WHAT YOU NEED TO DO: Could all of the entries be written out exactly, with any pictures omitted?

______________________________

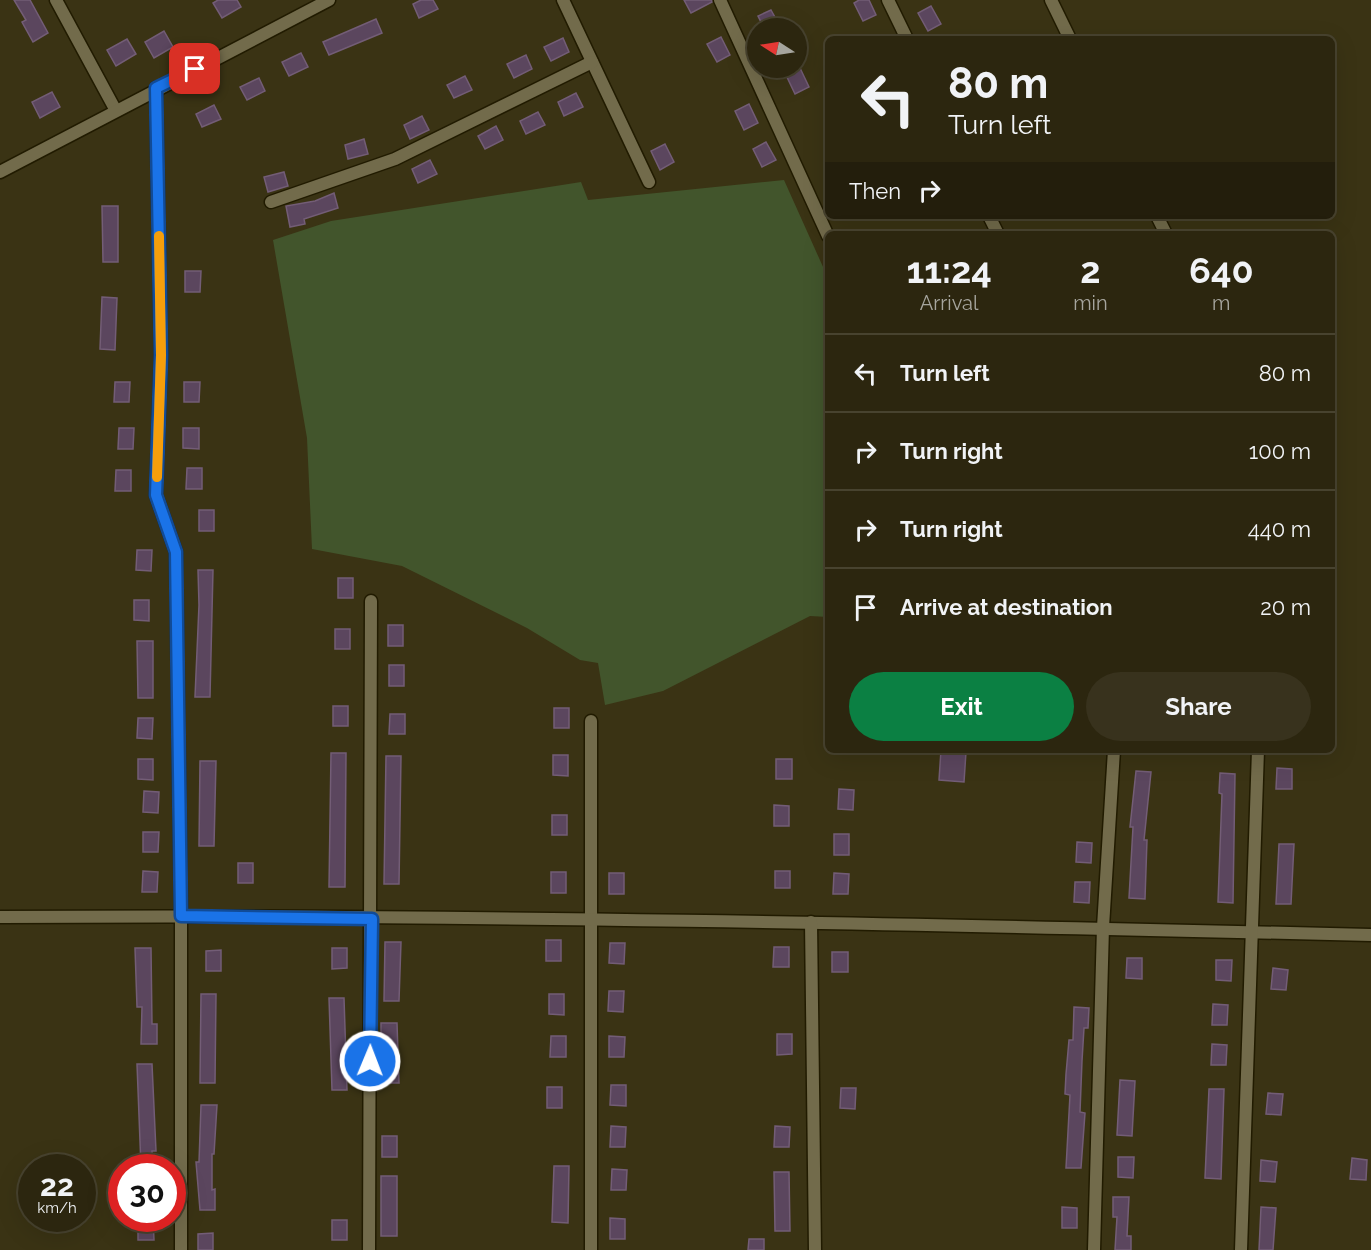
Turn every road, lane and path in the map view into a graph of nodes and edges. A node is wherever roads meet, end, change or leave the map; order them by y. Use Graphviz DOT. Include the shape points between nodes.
graph roads {
  1 [pos="56,0"];
  2 [pos="329,0"];
  3 [pos="563,0"];
  4 [pos="720,0"];
  5 [pos="888,0"];
  6 [pos="1051,0"];
  7 [pos="906,36"];
  8 [pos="1069,36"];
  9 [pos="592,62"];
  10 [pos="156,88"];
  11 [pos="115,109"];
  12 [pos="0,172"];
  13 [pos="649,182"];
  14 [pos="270,202"];
  15 [pos="826,231"];
  16 [pos="371,601"];
  17 [pos="591,721"];
  18 [pos="1114,753"];
  19 [pos="1258,753"];
  20 [pos="181,916"];
  21 [pos="0,917"];
  22 [pos="372,919"];
  23 [pos="589,920"];
  24 [pos="811,922"];
  25 [pos="1103,927"];
  26 [pos="1254,932"];
  27 [pos="1371,935"];
  28 [pos="182,1250"];
  29 [pos="369,1250"];
  30 [pos="591,1250"];
  31 [pos="815,1250"];
  32 [pos="1094,1250"];
  33 [pos="1241,1250"];
  1 -- 11 [label="street"];
  2 -- 10 [label="street"];
  3 -- 9 [label="street"];
  4 -- 15 [label="street"];
  5 -- 7 [label="street"];
  6 -- 8 [label="street"];
  9 -- 13 [label="street"];
  9 -- 14 [label="street" via="395,159"];
  10 -- 11 [label="street"];
  10 -- 20 [label="street" via="161,355 156,495 176,552"];
  11 -- 12 [label="street"];
  16 -- 22 [label="street"];
  17 -- 23 [label="street"];
  18 -- 25 [label="street"];
  19 -- 26 [label="street"];
  20 -- 21 [label="street"];
  20 -- 22 [label="street"];
  20 -- 28 [label="street"];
  22 -- 23 [label="street"];
  22 -- 29 [label="street"];
  23 -- 24 [label="street"];
  23 -- 30 [label="street"];
  24 -- 25 [label="street"];
  24 -- 31 [label="street"];
  25 -- 26 [label="street"];
  25 -- 32 [label="street"];
  26 -- 27 [label="street"];
  26 -- 33 [label="street"];
}
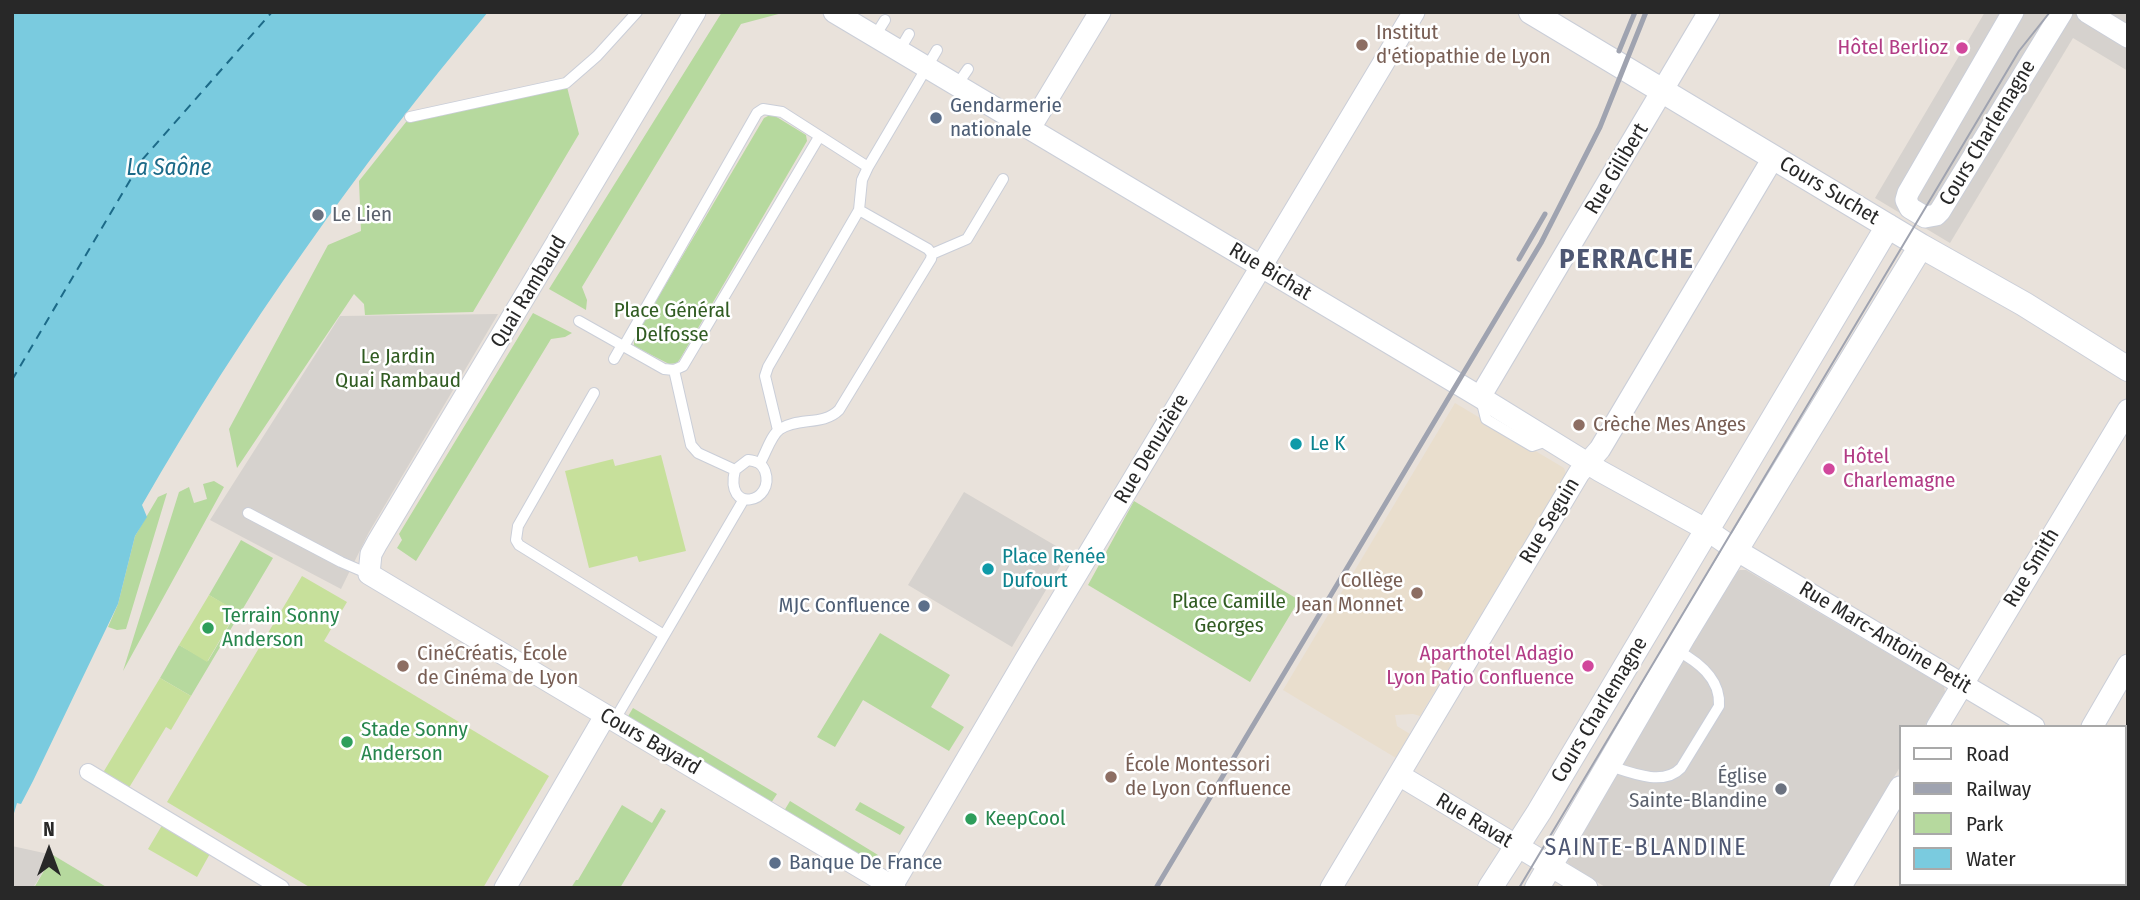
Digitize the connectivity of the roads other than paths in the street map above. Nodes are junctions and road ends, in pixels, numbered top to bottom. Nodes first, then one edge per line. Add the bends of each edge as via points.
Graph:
1 (637, 12) edge
2 (695, 12) edge
3 (1100, 12) edge
4 (1414, 12) edge
5 (1531, 12) edge
6 (1709, 12) edge
7 (2013, 12) edge
8 (2062, 12) edge
9 (2087, 12) edge
10 (846, 15) edge
11 (2128, 37) edge
12 (932, 58) junction
13 (1663, 90) junction
14 (411, 117) dead end
15 (1030, 128) junction
16 (819, 137) junction
17 (1773, 158) junction
18 (868, 167) junction
19 (1003, 179) dead end
20 (859, 210) junction
21 (1888, 226) junction
22 (1921, 246) junction
23 (932, 254) junction
24 (1262, 267) junction
25 (579, 321) dead end
26 (623, 346) junction
27 (614, 359) dead end
28 (2128, 369) edge
29 (674, 370) junction
30 (594, 393) dead end
31 (1480, 397) junction
32 (2128, 410) edge
33 (778, 430) junction
34 (760, 463) junction
35 (1587, 463) junction
36 (735, 470) junction
37 (744, 499) junction
38 (248, 513) dead end
39 (1707, 530) junction
40 (1736, 550) junction
41 (369, 574) junction
42 (664, 635) junction
43 (1676, 650) junction
44 (2128, 665) edge
45 (1962, 684) junction
46 (609, 718) junction
47 (1938, 725) edge
48 (2031, 725) edge
49 (2093, 725) edge
50 (1607, 765) junction
51 (88, 772) dead end
52 (1399, 775) junction
53 (1898, 790) edge
54 (1516, 847) junction
55 (1549, 866) junction
56 (893, 887) edge
57 (281, 888) edge
58 (505, 888) edge
59 (1331, 888) edge
60 (1490, 888) edge
61 (1537, 888) edge
62 (1587, 888) edge
63 (1840, 888) edge

1 - 14 lane via 566,83
2 - 41 street, Quai Rambaud via 377,543
3 - 15 street
4 - 24 street, Rue Denuzière
5 - 13 street, Cours Suchet
6 - 13 street, Rue Gilibert
7 - 8 street, Cours Charlemagne via 1908,193 1910,208 1926,217 1940,211
9 - 11 street
10 - 12 street, Rue Bichat via 880,28
12 - 15 street, Rue Bichat
12 - 18 lane
13 - 17 street, Cours Suchet
13 - 31 street, Rue Gilibert
15 - 24 street, Rue Bichat
16 - 18 lane
16 - 26 lane via 782,113 763,109 757,113
16 - 29 lane via 683,366
17 - 21 street, Cours Suchet
17 - 35 street, Rue Seguin via 1600,449
18 - 20 lane
19 - 23 lane via 972,242
20 - 23 lane
20 - 33 lane via 768,367 765,376
21 - 22 street, Cours Suchet
21 - 39 street, Cours Charlemagne
22 - 28 street, Cours Suchet
22 - 40 street, Cours Charlemagne
23 - 33 lane via 839,410 829,418
24 - 31 street, Rue Bichat
24 - 56 street, Rue Denuzière
25 - 26 lane
26 - 27 lane
26 - 29 lane
29 - 36 lane via 691,445
30 - 42 lane via 518,526 516,540
31 - 35 street, Rue Bichat
32 - 45 street, Rue Smith
33 - 34 lane
34 - 36 lane via 748,460
34 - 37 lane via 766,477 764,490 754,499
35 - 39 street, Rue Bichat
35 - 52 street, Rue Seguin
36 - 37 lane via 733,487
37 - 42 lane
38 - 41 lane
39 - 40 street
39 - 54 street, Cours Charlemagne
40 - 43 street, Cours Charlemagne
40 - 45 street, Rue Marc-Antoine Petit
41 - 46 street, Cours Bayard
42 - 46 lane
43 - 50 street, Cours Charlemagne
43 - 50 lane via 1703,666 1720,696 1719,706 1675,775 1637,775
44 - 49 street
45 - 47 street, Rue Smith
45 - 48 street, Rue Marc-Antoine Petit
46 - 56 street, Cours Bayard
46 - 58 street
50 - 55 street, Cours Charlemagne
51 - 57 street
52 - 54 street, Rue Ravat
52 - 59 street, Rue Seguin
53 - 63 street
54 - 55 street, Rue Ravat
54 - 60 street, Cours Charlemagne
55 - 61 street, Cours Charlemagne
55 - 62 street, Rue Ravat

______________________________

SOLUTION BELOW:
Turn every road, lane and path in the map view into a graph of nodes and edges. A node is wherever roads meet, end, change or leave the map; order them by y. Use Graphviz DOT. Include the shape points between nodes.
graph roads {
  1 [pos="56,0"];
  2 [pos="329,0"];
  3 [pos="563,0"];
  4 [pos="720,0"];
  5 [pos="888,0"];
  6 [pos="1051,0"];
  7 [pos="906,36"];
  8 [pos="1069,36"];
  9 [pos="592,62"];
  10 [pos="156,88"];
  11 [pos="115,109"];
  12 [pos="0,172"];
  13 [pos="649,182"];
  14 [pos="270,202"];
  15 [pos="826,231"];
  16 [pos="371,601"];
  17 [pos="591,721"];
  18 [pos="1114,753"];
  19 [pos="1258,753"];
  20 [pos="181,916"];
  21 [pos="0,917"];
  22 [pos="372,919"];
  23 [pos="589,920"];
  24 [pos="811,922"];
  25 [pos="1103,927"];
  26 [pos="1254,932"];
  27 [pos="1371,935"];
  28 [pos="182,1250"];
  29 [pos="369,1250"];
  30 [pos="591,1250"];
  31 [pos="815,1250"];
  32 [pos="1094,1250"];
  33 [pos="1241,1250"];
  1 -- 11 [label="street"];
  2 -- 10 [label="street"];
  3 -- 9 [label="street"];
  4 -- 15 [label="street"];
  5 -- 7 [label="street"];
  6 -- 8 [label="street"];
  9 -- 13 [label="street"];
  9 -- 14 [label="street" via="395,159"];
  10 -- 11 [label="street"];
  10 -- 20 [label="street" via="161,355 156,495 176,552"];
  11 -- 12 [label="street"];
  16 -- 22 [label="street"];
  17 -- 23 [label="street"];
  18 -- 25 [label="street"];
  19 -- 26 [label="street"];
  20 -- 21 [label="street"];
  20 -- 22 [label="street"];
  20 -- 28 [label="street"];
  22 -- 23 [label="street"];
  22 -- 29 [label="street"];
  23 -- 24 [label="street"];
  23 -- 30 [label="street"];
  24 -- 25 [label="street"];
  24 -- 31 [label="street"];
  25 -- 26 [label="street"];
  25 -- 32 [label="street"];
  26 -- 27 [label="street"];
  26 -- 33 [label="street"];
}
Digitize the connectivity of the roads other than paths in the street map above. Nodes are junctions and road ends, in pixels, numbered top to bottom. Nodes first, then one edge per line. Add the bends of each edge as via points.
Graph:
1 (637, 12) edge
2 (695, 12) edge
3 (1100, 12) edge
4 (1414, 12) edge
5 (1531, 12) edge
6 (1709, 12) edge
7 (2013, 12) edge
8 (2062, 12) edge
9 (2087, 12) edge
10 (846, 15) edge
11 (2128, 37) edge
12 (932, 58) junction
13 (1663, 90) junction
14 (411, 117) dead end
15 (1030, 128) junction
16 (819, 137) junction
17 (1773, 158) junction
18 (868, 167) junction
19 (1003, 179) dead end
20 (859, 210) junction
21 (1888, 226) junction
22 (1921, 246) junction
23 (932, 254) junction
24 (1262, 267) junction
25 (579, 321) dead end
26 (623, 346) junction
27 (614, 359) dead end
28 (2128, 369) edge
29 (674, 370) junction
30 (594, 393) dead end
31 (1480, 397) junction
32 (2128, 410) edge
33 (778, 430) junction
34 (760, 463) junction
35 (1587, 463) junction
36 (735, 470) junction
37 (744, 499) junction
38 (248, 513) dead end
39 (1707, 530) junction
40 (1736, 550) junction
41 (369, 574) junction
42 (664, 635) junction
43 (1676, 650) junction
44 (2128, 665) edge
45 (1962, 684) junction
46 (609, 718) junction
47 (1938, 725) edge
48 (2031, 725) edge
49 (2093, 725) edge
50 (1607, 765) junction
51 (88, 772) dead end
52 (1399, 775) junction
53 (1898, 790) edge
54 (1516, 847) junction
55 (1549, 866) junction
56 (893, 887) edge
57 (281, 888) edge
58 (505, 888) edge
59 (1331, 888) edge
60 (1490, 888) edge
61 (1537, 888) edge
62 (1587, 888) edge
63 (1840, 888) edge

1 - 14 lane via 566,83
2 - 41 street, Quai Rambaud via 377,543
3 - 15 street
4 - 24 street, Rue Denuzière
5 - 13 street, Cours Suchet
6 - 13 street, Rue Gilibert
7 - 8 street, Cours Charlemagne via 1908,193 1910,208 1926,217 1940,211
9 - 11 street
10 - 12 street, Rue Bichat via 880,28
12 - 15 street, Rue Bichat
12 - 18 lane
13 - 17 street, Cours Suchet
13 - 31 street, Rue Gilibert
15 - 24 street, Rue Bichat
16 - 18 lane
16 - 26 lane via 782,113 763,109 757,113
16 - 29 lane via 683,366
17 - 21 street, Cours Suchet
17 - 35 street, Rue Seguin via 1600,449
18 - 20 lane
19 - 23 lane via 972,242
20 - 23 lane
20 - 33 lane via 768,367 765,376
21 - 22 street, Cours Suchet
21 - 39 street, Cours Charlemagne
22 - 28 street, Cours Suchet
22 - 40 street, Cours Charlemagne
23 - 33 lane via 839,410 829,418
24 - 31 street, Rue Bichat
24 - 56 street, Rue Denuzière
25 - 26 lane
26 - 27 lane
26 - 29 lane
29 - 36 lane via 691,445
30 - 42 lane via 518,526 516,540
31 - 35 street, Rue Bichat
32 - 45 street, Rue Smith
33 - 34 lane
34 - 36 lane via 748,460
34 - 37 lane via 766,477 764,490 754,499
35 - 39 street, Rue Bichat
35 - 52 street, Rue Seguin
36 - 37 lane via 733,487
37 - 42 lane
38 - 41 lane
39 - 40 street
39 - 54 street, Cours Charlemagne
40 - 43 street, Cours Charlemagne
40 - 45 street, Rue Marc-Antoine Petit
41 - 46 street, Cours Bayard
42 - 46 lane
43 - 50 street, Cours Charlemagne
43 - 50 lane via 1703,666 1720,696 1719,706 1675,775 1637,775
44 - 49 street
45 - 47 street, Rue Smith
45 - 48 street, Rue Marc-Antoine Petit
46 - 56 street, Cours Bayard
46 - 58 street
50 - 55 street, Cours Charlemagne
51 - 57 street
52 - 54 street, Rue Ravat
52 - 59 street, Rue Seguin
53 - 63 street
54 - 55 street, Rue Ravat
54 - 60 street, Cours Charlemagne
55 - 61 street, Cours Charlemagne
55 - 62 street, Rue Ravat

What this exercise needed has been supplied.